People bring a variety of expectations to their first class, Felton said, depending on goals and whatever they’ve been exposed to about Tai Chi. “At the simplest level, daily Tai Chi practice can noticeably benefit ease of movement, flexibility and balance. It can also reduce stress and anxiety, and enhance immune system and cardiovascular function.”
Those who have benefited from Tai Chi have called it meditation in motion, swimming in air, and acupuncture from the inside out. “The practice dates back more than 5,000 years,” Felton said, “but it’s a great tool for surviving and thriving in the 21st Century.”
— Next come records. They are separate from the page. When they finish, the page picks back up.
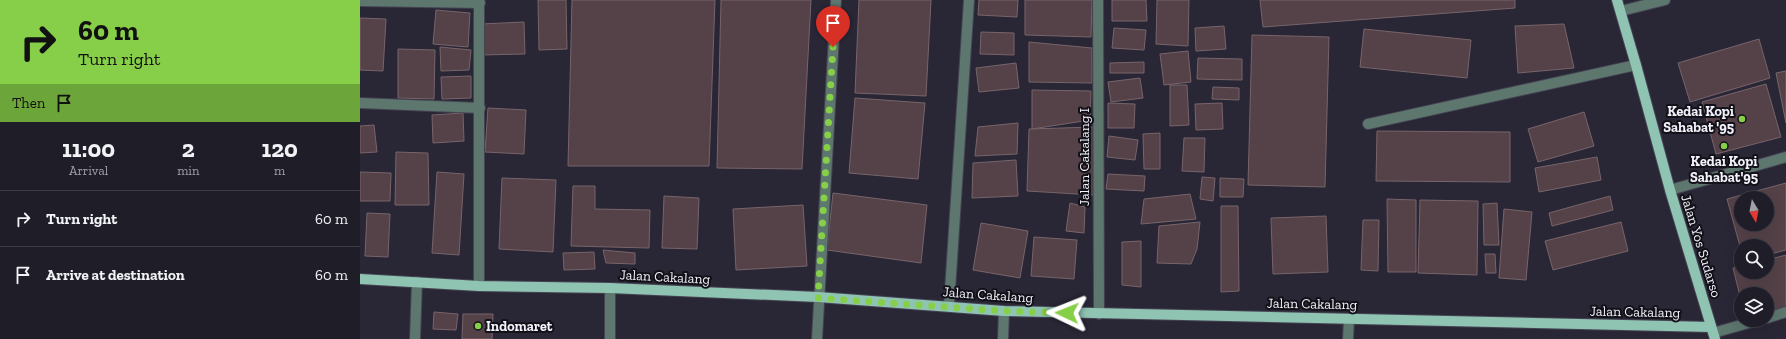 <!DOCTYPE html>
<style>
body{margin:0;font-family:"Zilla Slab",serif;background:#272630;color:#f1f3f6;height:100vh;display:flex;flex-direction:column;font-size:15px;white-space:nowrap}
*{box-sizing:border-box;margin:0}
p{font-size:13px;color:#a1a2a8}
.icon{flex:none;width:22px;height:22px;fill:none;stroke:currentColor;stroke-width:2;stroke-linecap:round;stroke-linejoin:round}
.map{position:relative;flex:1;overflow:hidden}
.details{display:flex;flex-direction:column;background:#1f1d28;width:360px}
.details>*{flex:none}
.top-card{background:#88cf49;color:#111;overflow:hidden}
.needle{width:26px;rotate:170deg}
.buttons{position:absolute;left:1374px;top:191px;display:grid;gap:8px}
.buttons a{display:grid;place-items:center;width:40px;height:40px;border-radius:50%;background:#1f1d28;box-shadow:0 4px 16px #0002,0 0 0 1px #3c3b45;font-size:20px}
.pin{position:absolute;display:grid;place-items:center;width:34px;height:34px;color:#fff;margin:-41px -17px;border-radius:50% 50% 50% 0;rotate:-45deg;box-shadow:0 0 4px #0007}
.pin .icon{rotate:45deg}
.me{position:absolute;width:44px;margin:-22px;rotate:272deg;stroke-linejoin:round;filter:drop-shadow(0 0 3px #0008)}
.turn{display:flex;align-items:center;gap:14px;height:84px;padding:0 12px;font-size:18px}
.turn .icon{width:52px;height:52px;stroke-width:2.5}
.turn b{display:block;font-size:28px;line-height:34px}
.then{display:flex;align-items:center;height:38px;padding:0 12px;background:#0003;gap:8px;font-size:15px}
.eta{display:flex;justify-content:space-evenly;align-items:center;height:68px;text-align:center}
.eta b{font-size:24px;font-weight:700;line-height:28px}
ul{padding:0;list-style:none}
li{display:flex;align-items:center;gap:12px;height:56px;padding:0 12px;border-top:1px solid #3c3b45}
li div{flex:1}
li b{display:block;font-size:15px}
li em{font-style:normal}
main{display:flex;flex:1;min-height:0}
.map>svg:first-child{display:block}
</style>
<main>
<section class="details">
<div class="top-card">
<div class="turn"><svg class="icon" aria-label="right" viewBox="0 0 24 24"><path d="M7 20v-9h11M14 6l5 5-5 5"/></svg><div><b>60 m</b>Turn right</div></div>
<div class="then">Then<svg class="icon" aria-label="arrive" viewBox="0 0 24 24"><path d="M6 21V4h12l-3 4 3 4H6"/></svg></div>
</div>
<div class="eta">
<div><b>11:00</b><p>Arrival</p></div>
<div><b>2</b><p>min</p></div>
<div><b>120</b><p>m</p></div>
</div>
<ul>
<li><svg class="icon" aria-label="right" viewBox="0 0 24 24"><path d="M7 20v-9h11M14 6l5 5-5 5"/></svg><div><b>Turn right</b></div><em>60 m</em></li>
<li><svg class="icon" aria-label="arrive" viewBox="0 0 24 24"><path d="M6 21V4h12l-3 4 3 4H6"/></svg><div><b>Arrive at destination</b></div><em>60 m</em></li>
</ul>
</section>
<div class="map">
<svg width="1426" height="339" viewBox="0 0 1426 339">
<rect width="100%" height="100%" fill="#292736"/>
<!-- building -->
<g fill="#544248" stroke="#78646a" fill-rule="evenodd">
<polygon points="178,0 206,0 207,49 179,50"/>
<polygon points="212,0 355,0 349,166 208,166"/>
<polygon points="361,0 451,0 442,169 357,168"/>
<polygon points="499,0 571,0 566,96 495,93"/>
<polygon points="619,0 658,0 657,17 618,15"/>
<polygon points="665,0 732,0 731,37 665,35"/>
<polygon points="752,0 786,0 787,21 752,21"/>
<polygon points="797,0 829,0 828,46 796,44"/>
<polygon points="900,0 1155,0 1155,8 903,27"/>
<polygon points="76,10 110,13 108,47 73,44"/>
<polygon points="0,18 26,19 23,71 0,70"/>
<polygon points="164,22 165,54 121,55 121,24"/>
<polygon points="1204,24 1214,68 1158,73 1155,26"/>
<polygon points="864,26 866,49 836,51 835,28"/>
<polygon points="754,28 786,30 784,50 752,48"/>
<polygon points="1004,29 1111,40 1107,78 1000,67"/>
<polygon points="621,32 654,33 654,55 620,54"/>
<polygon points="892,35 969,37 965,187 888,185"/>
<polygon points="1399,39 1410,78 1330,102 1318,63"/>
<polygon points="669,42 732,48 732,83 669,82"/>
<polygon points="80,47 111,50 109,70 81,71"/>
<polygon points="38,49 75,50 74,99 38,98"/>
<polygon points="828,51 831,82 804,85 800,54"/>
<polygon points="838,58 882,59 882,80 837,79"/>
<polygon points="784,62 784,73 750,73 750,63"/>
<polygon points="656,63 659,88 619,92 616,68"/>
<polygon points="1426,71 1426,123 1416,73"/>
<polygon points="111,76 111,98 82,99 81,77"/>
<polygon points="780,78 783,98 751,102 748,82"/>
<polygon points="1406,84 1421,137 1356,154 1342,102"/>
<polygon points="810,85 827,85 829,125 810,126"/>
<polygon points="853,87 879,88 879,100 852,99"/>
<polygon points="672,90 731,91 730,120 672,129"/>
<polygon points="495,98 565,103 558,179 489,173"/>
<polygon points="748,103 775,104 774,128 748,128"/>
<polygon points="862,103 863,129 836,130 835,104"/>
<polygon points="128,108 166,110 164,154 125,152"/>
<polygon points="1224,112 1234,146 1178,162 1168,129"/>
<polygon points="103,113 104,141 73,143 72,115"/>
<polygon points="658,123 657,154 615,156 618,127"/>
<polygon points="14,125 17,152 0,153 0,126"/>
<polygon points="734,127 734,195 667,191 669,129"/>
<polygon points="1017,131 1150,132 1150,182 1016,181"/>
<polygon points="800,133 800,169 784,169 783,134"/>
<polygon points="749,136 778,140 775,160 747,157"/>
<polygon points="824,138 845,138 844,172 822,171"/>
<polygon points="36,152 68,153 69,205 35,205"/>
<polygon points="1237,157 1241,180 1179,192 1175,168"/>
<polygon points="656,160 658,196 612,198 613,163"/>
<polygon points="0,172 31,173 30,201 0,201"/>
<polygon points="77,172 104,174 99,255 72,253"/>
<polygon points="748,174 785,176 784,191 746,189"/>
<polygon points="842,177 855,178 853,201 840,199"/>
<polygon points="142,178 196,180 193,252 139,249"/>
<polygon points="860,178 884,179 883,197 860,197"/>
<path d="M1426,183V250L1407,255V246H1381V250L1367,199ZM1381,198H1407V224H1381Z"/>
<polygon points="213,186 235,186 235,209 290,210 289,248 211,246"/>
<polygon points="473,193 567,205 561,263 467,250"/>
<polygon points="830,194 836,219 781,224 784,199"/>
<polygon points="304,196 339,198 337,249 302,248"/>
<polygon points="1250,196 1253,210 1192,226 1189,213"/>
<polygon points="1027,199 1056,200 1056,272 1028,272"/>
<polygon points="1060,200 1118,201 1117,275 1058,273"/>
<polygon points="710,203 725,207 724,233 706,231"/>
<polygon points="1137,203 1139,245 1124,245 1123,204"/>
<polygon points="443,205 447,266 376,270 373,209"/>
<polygon points="861,206 878,206 879,291 861,292"/>
<polygon points="1144,209 1172,212 1166,280 1139,278"/>
<polygon points="7,213 30,214 28,257 5,256"/>
<polygon points="966,216 968,272 913,274 911,218"/>
<polygon points="1003,220 1019,220 1018,271 1001,270"/>
<polygon points="840,222 837,249 831,264 797,263 799,226"/>
<polygon points="1261,222 1268,251 1193,270 1185,241"/>
<polygon points="621,223 668,231 660,278 613,270"/>
<polygon points="674,237 717,240 714,279 671,276"/>
<polygon points="781,241 781,287 762,285 762,242"/>
<polygon points="243,250 275,253 275,264 246,263"/>
<polygon points="234,252 235,269 204,270 203,253"/>
<polygon points="1125,254 1135,254 1136,273 1126,273"/>
<polygon points="1426,255 1426,307 1407,312 1407,294 1381,294 1381,300 1373,268 1381,266 1381,272 1407,272 1407,260"/>
<polygon points="74,312 98,314 96,330 73,329"/>
<polygon points="103,314 133,314 132,339 102,339"/>
</g>
<g fill="none" stroke-linecap="round" stroke-linejoin="round">
<!-- minor casing -->
<g stroke="#454352" stroke-width="12">
<g id="minor">
<polyline points="738,0 739,314"/>
<polyline points="0,1 120,3"/>
<polyline points="1261,11 1305,0"/>
<polyline points="0,103 120,108"/>
<polyline points="1008,124 1276,65"/>
<polyline points="1310,190 1426,157"/>
<polyline points="119,286 119,0"/>
<polyline points="250,288 250,339"/>
<polyline points="589,306 609,0"/>
<polyline points="1407,318 1426,312"/>
<polyline points="1353,333 1399,320"/>
<polyline points="55,339 57,282"/>
<polyline points="457,339 476,0"/>
<polyline points="643,339 644,311"/>
<polyline points="988,339 989,319"/>
</g>
</g>
<!-- major casing -->
<g stroke="#454352" stroke-width="12">
<g id="major">
<polyline points="1257,0 1276,65 1310,190 1355,339"/>
<polyline points="0,279 119,286 250,288 458,297 644,311 1351,327"/>
</g>
</g>
<!-- minor -->
<use href="#minor" stroke="#5d766e" stroke-width="10"/>
<!-- major -->
<use href="#major" stroke="#8fc3b2" stroke-width="10"/>
</g>
<g fill="none" stroke-linecap="round" stroke-linejoin="round">
<!-- route -->
<polyline stroke="#88cf49" stroke-width="7" stroke-dasharray="0 12.6" points="473,47 458,298 644,311 707,313"/>
</g>
<!-- markers -->
<g fill="#88cf49" stroke="#121118" stroke-width="1.5">
<circle cx="1382" cy="119" r="4"/>
<circle cx="1364" cy="146" r="4"/>
<circle cx="118" cy="326" r="4"/>
</g>
<g text-anchor="middle" dominant-baseline="central" stroke-width="4" stroke-linejoin="round" paint-order="stroke">
<!-- poi labels -->
<g font-size="14" font-weight="bold" fill="#f3f2fc" stroke="#121118" text-anchor="end">
<text x="1374" y="111">Kedai Kopi<tspan x="1374" dy="16">Sahabat '95</tspan></text>
<text x="1364" y="161" text-anchor="middle">Kedai Kopi<tspan x="1364" dy="16">Sahabat'95</tspan></text>
<text x="126" y="326" text-anchor="start">Indomaret</text>
</g>
<!-- street labels -->
<g font-size="14" fill="#f3f2fc" stroke="#121118">
<text transform="translate(724 157) rotate(-90)">Jalan Cakalang I</text>
<text transform="translate(1341 246) rotate(73)">Jalan Yos Sudarso</text>
<text transform="translate(305 277) rotate(3)">Jalan Cakalang</text>
<text transform="translate(628 295) rotate(4)">Jalan Cakalang</text>
<text transform="translate(952 304) rotate(1)">Jalan Cakalang</text>
<text transform="translate(1275 312) rotate(1)">Jalan Cakalang</text>
</g>
</g>
</svg>
<div class="buttons">
<a><svg class="needle" viewBox="-14 -14 28 28"><path d="M0-13l5 13h-10z" fill="#e53935"/><path d="M0 13l5-13h-10z" fill="#a1a2a8"/></svg></a>
<a><svg class="icon" aria-label="search" viewBox="0 0 24 24"><circle cx="10" cy="10" r="6"/><path d="M15 15l6 6"/></svg></a>
<a><svg class="icon" aria-label="layers" viewBox="0 0 24 24"><path d="M12 4l9 5-9 5-9-5zM3 14l9 5 9-5"/></svg></a>
</div>
<div class="pin" style="left:473px;top:47px;background:#d93025"><svg class="icon" aria-label="arrive" viewBox="0 0 24 24"><path d="M6 21V4h12l-3 4 3 4H6"/></svg></div>
<svg class="me" style="left:707px;top:313px" viewBox="-20 -20 40 40"><path d="M0-17L14 15 0 8-14 15z" fill="#88cf49" stroke="#fff" stroke-width="4"/></svg>
</div>
</main>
Glass Art at the Artisan Depot
Those who’ve been fascinated by the glass studio at the McGuffey Art Center can see works by the artist closer to home at The Crozet Artisan Depot in September. Vee Osvalds is the guest artist, and his work will remain there throughout the month. Osvalds’ show, “Stained Glass in the Dalle-de-Verre Technique,” features pieces assembled from one-inch-thick slabs of glass, called “Dalles” that are broken or sawn into shapes for designs. The edges of the glass are faceted so that light will be refracted through them, then placed in a mold and finished with resin. When the resin hardens the finished piece can be held up to the light.
The one-inch glass used in this technique is much thicker than standard glass, so the resulting colors are much richer and deeper when placed in strong sunlight.
Osvalds became interested in stained glass while living in Europe in 1972, where visits to many of the great cathedrals inspired an interest in art glass. After years of training, Osvalds opened his own studio at the McGuffey Art Center in 1980.
The Brownsville Market is under new management. Ali Lutus, who bought the popular business from Chris Suh a few months ago, has kept the regular employees and the sought-after fried chicken and sides.
“Eat Heal Glo,” a plant-based restaurant and health center, will not be opening up in the former Trey’s Restaurant as previously planned, said business owner Nancy Bond. She’s looking for a place to operate her health-centered catering business. Landlord Mark Green, who owns the property, said there’s no news to release yet about another business coming there or to the former Crozet Tack and Saddle.
The Crozet Grow Shop has opened adjacent to the Skyline Apothecary on Route 250, with products for the home gardener and grower.